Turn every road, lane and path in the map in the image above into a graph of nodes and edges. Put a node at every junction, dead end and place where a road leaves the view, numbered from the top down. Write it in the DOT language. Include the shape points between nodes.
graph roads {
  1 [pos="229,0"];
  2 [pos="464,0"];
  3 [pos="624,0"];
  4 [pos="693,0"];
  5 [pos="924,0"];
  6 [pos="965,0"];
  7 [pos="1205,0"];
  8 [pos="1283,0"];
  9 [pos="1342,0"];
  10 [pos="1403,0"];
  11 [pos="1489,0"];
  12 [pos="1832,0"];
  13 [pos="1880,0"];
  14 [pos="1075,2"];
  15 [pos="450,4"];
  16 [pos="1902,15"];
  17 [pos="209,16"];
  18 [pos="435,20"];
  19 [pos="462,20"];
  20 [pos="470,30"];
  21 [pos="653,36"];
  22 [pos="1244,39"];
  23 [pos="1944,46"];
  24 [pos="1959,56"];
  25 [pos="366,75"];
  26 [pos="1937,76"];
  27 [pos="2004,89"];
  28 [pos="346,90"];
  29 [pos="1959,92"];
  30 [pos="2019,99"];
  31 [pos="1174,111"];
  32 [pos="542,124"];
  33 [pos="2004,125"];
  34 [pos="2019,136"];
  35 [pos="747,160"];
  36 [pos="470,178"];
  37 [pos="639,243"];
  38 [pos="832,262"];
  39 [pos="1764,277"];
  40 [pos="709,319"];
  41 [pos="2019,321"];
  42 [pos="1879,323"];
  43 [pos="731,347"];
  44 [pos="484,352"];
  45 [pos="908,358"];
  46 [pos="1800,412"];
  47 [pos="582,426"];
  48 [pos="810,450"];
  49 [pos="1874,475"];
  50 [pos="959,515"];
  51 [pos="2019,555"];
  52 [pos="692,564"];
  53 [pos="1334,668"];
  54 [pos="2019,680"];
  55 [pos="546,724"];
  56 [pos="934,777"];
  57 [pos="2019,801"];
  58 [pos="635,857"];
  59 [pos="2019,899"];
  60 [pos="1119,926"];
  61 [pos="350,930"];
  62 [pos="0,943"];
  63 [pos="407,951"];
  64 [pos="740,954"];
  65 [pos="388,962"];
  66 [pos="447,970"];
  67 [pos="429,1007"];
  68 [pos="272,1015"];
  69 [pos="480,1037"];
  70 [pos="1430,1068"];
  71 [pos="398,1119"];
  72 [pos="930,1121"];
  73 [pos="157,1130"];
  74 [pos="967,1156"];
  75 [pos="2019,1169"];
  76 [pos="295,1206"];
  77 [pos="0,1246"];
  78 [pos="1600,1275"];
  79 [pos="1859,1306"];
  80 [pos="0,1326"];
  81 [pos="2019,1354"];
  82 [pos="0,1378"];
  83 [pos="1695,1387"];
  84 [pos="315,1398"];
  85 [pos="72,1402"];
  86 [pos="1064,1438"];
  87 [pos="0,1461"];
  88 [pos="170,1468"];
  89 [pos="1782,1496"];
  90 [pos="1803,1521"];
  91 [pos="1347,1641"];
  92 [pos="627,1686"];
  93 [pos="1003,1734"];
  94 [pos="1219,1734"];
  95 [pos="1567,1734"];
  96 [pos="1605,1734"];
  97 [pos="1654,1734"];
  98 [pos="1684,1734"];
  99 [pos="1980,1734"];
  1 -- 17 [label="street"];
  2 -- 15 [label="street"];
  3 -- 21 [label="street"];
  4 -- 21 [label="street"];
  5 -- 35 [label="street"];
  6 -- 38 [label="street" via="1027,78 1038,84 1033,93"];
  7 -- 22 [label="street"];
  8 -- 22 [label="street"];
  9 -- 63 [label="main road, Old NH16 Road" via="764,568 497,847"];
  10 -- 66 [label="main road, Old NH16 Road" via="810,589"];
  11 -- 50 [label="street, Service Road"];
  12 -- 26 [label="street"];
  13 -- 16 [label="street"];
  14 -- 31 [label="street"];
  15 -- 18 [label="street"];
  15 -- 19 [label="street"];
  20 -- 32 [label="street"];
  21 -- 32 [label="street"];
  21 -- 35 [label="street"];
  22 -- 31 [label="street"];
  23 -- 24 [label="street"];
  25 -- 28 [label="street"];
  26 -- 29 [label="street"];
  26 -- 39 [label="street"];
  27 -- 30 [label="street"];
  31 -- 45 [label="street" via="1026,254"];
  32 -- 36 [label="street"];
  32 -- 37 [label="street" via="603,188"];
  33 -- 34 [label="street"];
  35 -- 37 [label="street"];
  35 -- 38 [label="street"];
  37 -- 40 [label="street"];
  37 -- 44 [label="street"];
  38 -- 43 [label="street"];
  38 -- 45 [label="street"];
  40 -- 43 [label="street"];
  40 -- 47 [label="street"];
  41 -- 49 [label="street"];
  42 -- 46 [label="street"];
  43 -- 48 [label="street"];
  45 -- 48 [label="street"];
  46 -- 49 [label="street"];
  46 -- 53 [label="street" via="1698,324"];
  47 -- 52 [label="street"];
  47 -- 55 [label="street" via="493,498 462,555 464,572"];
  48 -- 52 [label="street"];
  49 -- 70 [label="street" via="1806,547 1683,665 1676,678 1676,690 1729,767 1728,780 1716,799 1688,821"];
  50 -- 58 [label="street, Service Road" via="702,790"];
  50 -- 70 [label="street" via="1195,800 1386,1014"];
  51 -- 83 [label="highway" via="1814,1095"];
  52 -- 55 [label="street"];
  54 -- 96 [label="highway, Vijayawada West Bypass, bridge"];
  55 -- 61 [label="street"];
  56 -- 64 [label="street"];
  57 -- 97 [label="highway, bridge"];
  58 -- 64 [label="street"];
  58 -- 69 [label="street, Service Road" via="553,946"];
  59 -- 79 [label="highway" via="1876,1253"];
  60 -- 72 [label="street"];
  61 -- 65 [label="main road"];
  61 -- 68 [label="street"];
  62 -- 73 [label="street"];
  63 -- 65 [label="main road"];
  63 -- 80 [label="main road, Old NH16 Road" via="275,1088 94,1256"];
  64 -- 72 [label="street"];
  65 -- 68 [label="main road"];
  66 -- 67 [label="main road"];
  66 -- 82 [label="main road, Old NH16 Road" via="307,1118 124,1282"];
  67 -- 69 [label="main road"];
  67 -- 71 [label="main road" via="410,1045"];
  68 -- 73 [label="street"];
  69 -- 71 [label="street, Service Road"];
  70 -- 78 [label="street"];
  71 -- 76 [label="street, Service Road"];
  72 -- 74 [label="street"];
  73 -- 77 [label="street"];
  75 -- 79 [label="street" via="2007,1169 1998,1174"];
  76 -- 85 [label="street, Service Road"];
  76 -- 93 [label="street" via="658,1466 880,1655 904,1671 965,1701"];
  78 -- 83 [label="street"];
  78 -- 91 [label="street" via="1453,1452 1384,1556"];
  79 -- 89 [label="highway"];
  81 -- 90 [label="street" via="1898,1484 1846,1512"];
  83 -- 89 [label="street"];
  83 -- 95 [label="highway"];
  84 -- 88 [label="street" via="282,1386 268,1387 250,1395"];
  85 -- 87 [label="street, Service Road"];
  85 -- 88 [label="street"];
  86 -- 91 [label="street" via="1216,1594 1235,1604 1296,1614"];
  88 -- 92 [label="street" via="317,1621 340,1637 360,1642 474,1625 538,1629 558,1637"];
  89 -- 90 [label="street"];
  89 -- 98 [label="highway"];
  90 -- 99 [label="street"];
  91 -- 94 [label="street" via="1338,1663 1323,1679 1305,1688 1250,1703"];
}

= REQUIRED ACTION =
Starting from the records above, filter out all lines except those containing the word "bridge".

= THE ANSWER =
  54 -- 96 [label="highway, Vijayawada West Bypass, bridge"];
  57 -- 97 [label="highway, bridge"];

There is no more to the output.